Danette Chavez: Killing Eve was recommended to me early on as a kind of gender-swapped Hannibal, and while I get the reference—and also feel the show recalls The Thomas Crown Affair with its sexy, complicated core duo—Phoebe Waller-Bridge has made something distinct. It’s suspenseful, wickedly funny, subversive, and feminist—in short, brilliant. I had such high hopes for Villanelle and Eve’s eventual confrontation, after weeks of Jodie Comer and Sandra Oh playing the most riveting game of cat-and-mouse ever. But “God, I’m Tired” exceeded them; Waller-Bridge’s script allowed for so many poignant, funny, and confessional moments, while Damon Thomas’ direction put Eve and Villanelle side by side but still worlds apart. There was one other killer combo this episode—Villanelle and Irina (Konstantin’s daughter). I’d be down for a spin-off in which Villanelle takes that clever (and really not that annoying) girl under her wing.

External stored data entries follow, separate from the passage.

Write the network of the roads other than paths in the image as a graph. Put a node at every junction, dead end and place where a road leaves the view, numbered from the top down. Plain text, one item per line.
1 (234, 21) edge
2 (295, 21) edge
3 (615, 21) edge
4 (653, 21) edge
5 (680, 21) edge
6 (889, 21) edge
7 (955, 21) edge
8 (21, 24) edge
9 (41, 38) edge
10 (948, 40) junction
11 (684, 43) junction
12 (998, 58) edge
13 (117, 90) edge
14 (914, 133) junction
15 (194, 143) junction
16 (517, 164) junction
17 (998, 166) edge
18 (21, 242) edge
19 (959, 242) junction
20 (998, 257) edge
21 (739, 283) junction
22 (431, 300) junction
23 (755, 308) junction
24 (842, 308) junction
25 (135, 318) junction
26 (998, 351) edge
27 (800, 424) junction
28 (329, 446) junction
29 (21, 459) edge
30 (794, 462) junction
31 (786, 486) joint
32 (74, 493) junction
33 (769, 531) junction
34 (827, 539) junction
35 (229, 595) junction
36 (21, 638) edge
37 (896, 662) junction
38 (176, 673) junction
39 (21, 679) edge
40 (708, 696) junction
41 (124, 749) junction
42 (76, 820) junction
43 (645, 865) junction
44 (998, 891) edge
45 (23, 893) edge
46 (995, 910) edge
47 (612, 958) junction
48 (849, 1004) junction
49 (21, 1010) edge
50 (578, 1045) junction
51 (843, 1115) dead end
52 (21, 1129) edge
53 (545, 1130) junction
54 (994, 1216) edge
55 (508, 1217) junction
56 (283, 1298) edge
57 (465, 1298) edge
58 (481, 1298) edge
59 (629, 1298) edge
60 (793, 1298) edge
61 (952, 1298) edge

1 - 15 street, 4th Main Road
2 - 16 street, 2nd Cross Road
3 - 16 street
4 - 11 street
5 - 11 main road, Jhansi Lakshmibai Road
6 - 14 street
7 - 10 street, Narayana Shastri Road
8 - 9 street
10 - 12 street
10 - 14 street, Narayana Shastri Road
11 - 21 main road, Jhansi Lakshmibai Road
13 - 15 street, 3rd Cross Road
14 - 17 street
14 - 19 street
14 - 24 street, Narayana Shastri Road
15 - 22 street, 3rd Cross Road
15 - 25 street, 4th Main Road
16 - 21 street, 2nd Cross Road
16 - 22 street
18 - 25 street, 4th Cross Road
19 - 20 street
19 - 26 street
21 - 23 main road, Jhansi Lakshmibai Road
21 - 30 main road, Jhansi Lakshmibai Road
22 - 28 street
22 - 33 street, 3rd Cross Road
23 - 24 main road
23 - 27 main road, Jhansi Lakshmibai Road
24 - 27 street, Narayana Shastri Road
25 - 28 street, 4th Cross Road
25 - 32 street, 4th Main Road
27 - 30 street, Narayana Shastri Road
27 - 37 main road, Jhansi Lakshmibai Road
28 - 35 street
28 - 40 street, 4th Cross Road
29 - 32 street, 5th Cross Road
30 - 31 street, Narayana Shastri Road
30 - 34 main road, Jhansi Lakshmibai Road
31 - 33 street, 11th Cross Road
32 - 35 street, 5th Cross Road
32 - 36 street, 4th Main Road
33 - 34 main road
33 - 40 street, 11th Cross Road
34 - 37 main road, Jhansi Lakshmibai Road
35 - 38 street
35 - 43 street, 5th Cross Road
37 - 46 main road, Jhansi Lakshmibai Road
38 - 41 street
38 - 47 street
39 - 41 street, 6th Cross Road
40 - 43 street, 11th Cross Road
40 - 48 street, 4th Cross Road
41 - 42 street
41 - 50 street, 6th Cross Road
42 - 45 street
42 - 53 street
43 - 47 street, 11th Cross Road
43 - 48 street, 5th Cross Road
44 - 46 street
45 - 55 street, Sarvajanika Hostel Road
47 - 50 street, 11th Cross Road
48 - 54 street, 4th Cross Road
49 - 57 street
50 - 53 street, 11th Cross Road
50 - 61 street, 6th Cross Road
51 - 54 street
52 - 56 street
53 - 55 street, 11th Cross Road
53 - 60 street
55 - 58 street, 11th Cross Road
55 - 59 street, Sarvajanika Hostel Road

Gwen Ihnat: I also miss Killing Eve already, but the eight episodes this first season gave us were absolutely perfect. No flab, no filler, just immediately identifiable characters and a titan battle up there with Godzilla versus Mothra. The bed scene, particularly, as they face each other as mirrors; I gasped when Eve became the (attempted) killer, spiting Villanelle, who was trying to become the lover. The two function as the yin and yang of each other; they both have (well, had) older male mentors that they semi-flirt(ed) with, they’re both brilliant, they both have difficulty creating meaningful relationships. Is it any wonder that they’re so drawn to each other, wondering what the other eats for breakfast?

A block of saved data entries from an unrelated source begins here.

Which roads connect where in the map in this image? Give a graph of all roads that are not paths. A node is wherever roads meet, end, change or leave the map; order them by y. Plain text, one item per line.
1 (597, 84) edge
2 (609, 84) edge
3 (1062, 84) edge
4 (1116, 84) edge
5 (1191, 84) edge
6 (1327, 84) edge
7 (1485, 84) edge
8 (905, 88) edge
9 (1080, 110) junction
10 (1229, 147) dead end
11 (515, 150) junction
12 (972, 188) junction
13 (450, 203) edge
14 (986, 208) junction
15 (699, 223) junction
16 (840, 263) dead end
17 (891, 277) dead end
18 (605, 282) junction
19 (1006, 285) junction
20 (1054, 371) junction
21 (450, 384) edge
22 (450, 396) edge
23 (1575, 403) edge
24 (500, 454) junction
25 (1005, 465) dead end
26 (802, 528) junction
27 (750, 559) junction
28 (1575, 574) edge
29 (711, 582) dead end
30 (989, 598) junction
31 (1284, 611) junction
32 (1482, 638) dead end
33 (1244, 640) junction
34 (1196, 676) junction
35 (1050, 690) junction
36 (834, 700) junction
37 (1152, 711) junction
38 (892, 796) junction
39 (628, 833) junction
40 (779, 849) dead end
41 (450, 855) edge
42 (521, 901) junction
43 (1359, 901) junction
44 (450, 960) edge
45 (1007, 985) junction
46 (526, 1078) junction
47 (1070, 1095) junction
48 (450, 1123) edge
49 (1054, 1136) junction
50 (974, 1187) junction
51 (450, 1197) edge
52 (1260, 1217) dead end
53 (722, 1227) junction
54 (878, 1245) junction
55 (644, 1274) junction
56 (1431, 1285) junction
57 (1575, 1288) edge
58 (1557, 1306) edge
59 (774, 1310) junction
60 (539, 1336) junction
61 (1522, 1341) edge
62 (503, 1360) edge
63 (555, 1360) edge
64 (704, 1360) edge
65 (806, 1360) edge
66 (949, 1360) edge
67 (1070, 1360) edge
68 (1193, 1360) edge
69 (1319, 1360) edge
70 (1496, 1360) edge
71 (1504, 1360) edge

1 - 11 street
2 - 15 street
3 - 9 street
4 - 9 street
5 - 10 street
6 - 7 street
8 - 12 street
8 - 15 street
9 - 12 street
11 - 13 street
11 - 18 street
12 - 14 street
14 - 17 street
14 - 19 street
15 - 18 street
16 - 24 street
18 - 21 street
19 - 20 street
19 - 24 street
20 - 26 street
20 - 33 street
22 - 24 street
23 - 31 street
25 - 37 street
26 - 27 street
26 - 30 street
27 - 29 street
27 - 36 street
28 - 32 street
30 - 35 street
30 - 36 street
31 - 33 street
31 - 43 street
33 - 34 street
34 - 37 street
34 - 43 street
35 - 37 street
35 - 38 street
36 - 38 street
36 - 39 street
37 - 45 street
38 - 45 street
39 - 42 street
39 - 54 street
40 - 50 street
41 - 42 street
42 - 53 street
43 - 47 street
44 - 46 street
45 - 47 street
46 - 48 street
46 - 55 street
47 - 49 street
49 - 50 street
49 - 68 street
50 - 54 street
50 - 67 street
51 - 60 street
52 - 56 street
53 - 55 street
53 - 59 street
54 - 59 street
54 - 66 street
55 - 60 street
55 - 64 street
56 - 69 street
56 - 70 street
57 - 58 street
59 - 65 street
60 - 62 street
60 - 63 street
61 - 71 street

I keep thinking about the comment from Konstantin’s daughter: Is Villanelle a good person? Despite her long death toll, she has some moral limits—she doesn’t physically hurt the girl, she doesn’t try to kill Eve until Eve tries to kill her, and she had actual feelings for Eve. Villanelle wants what we all want—cool apartment, fun job, and someone to watch movies with—except her idea of a “cool job” is much different from most of ours’. It’s a testament to the fascinating character as played by Jodie Comer that we still root for her after all she’s done, and I can hardly wait for season two.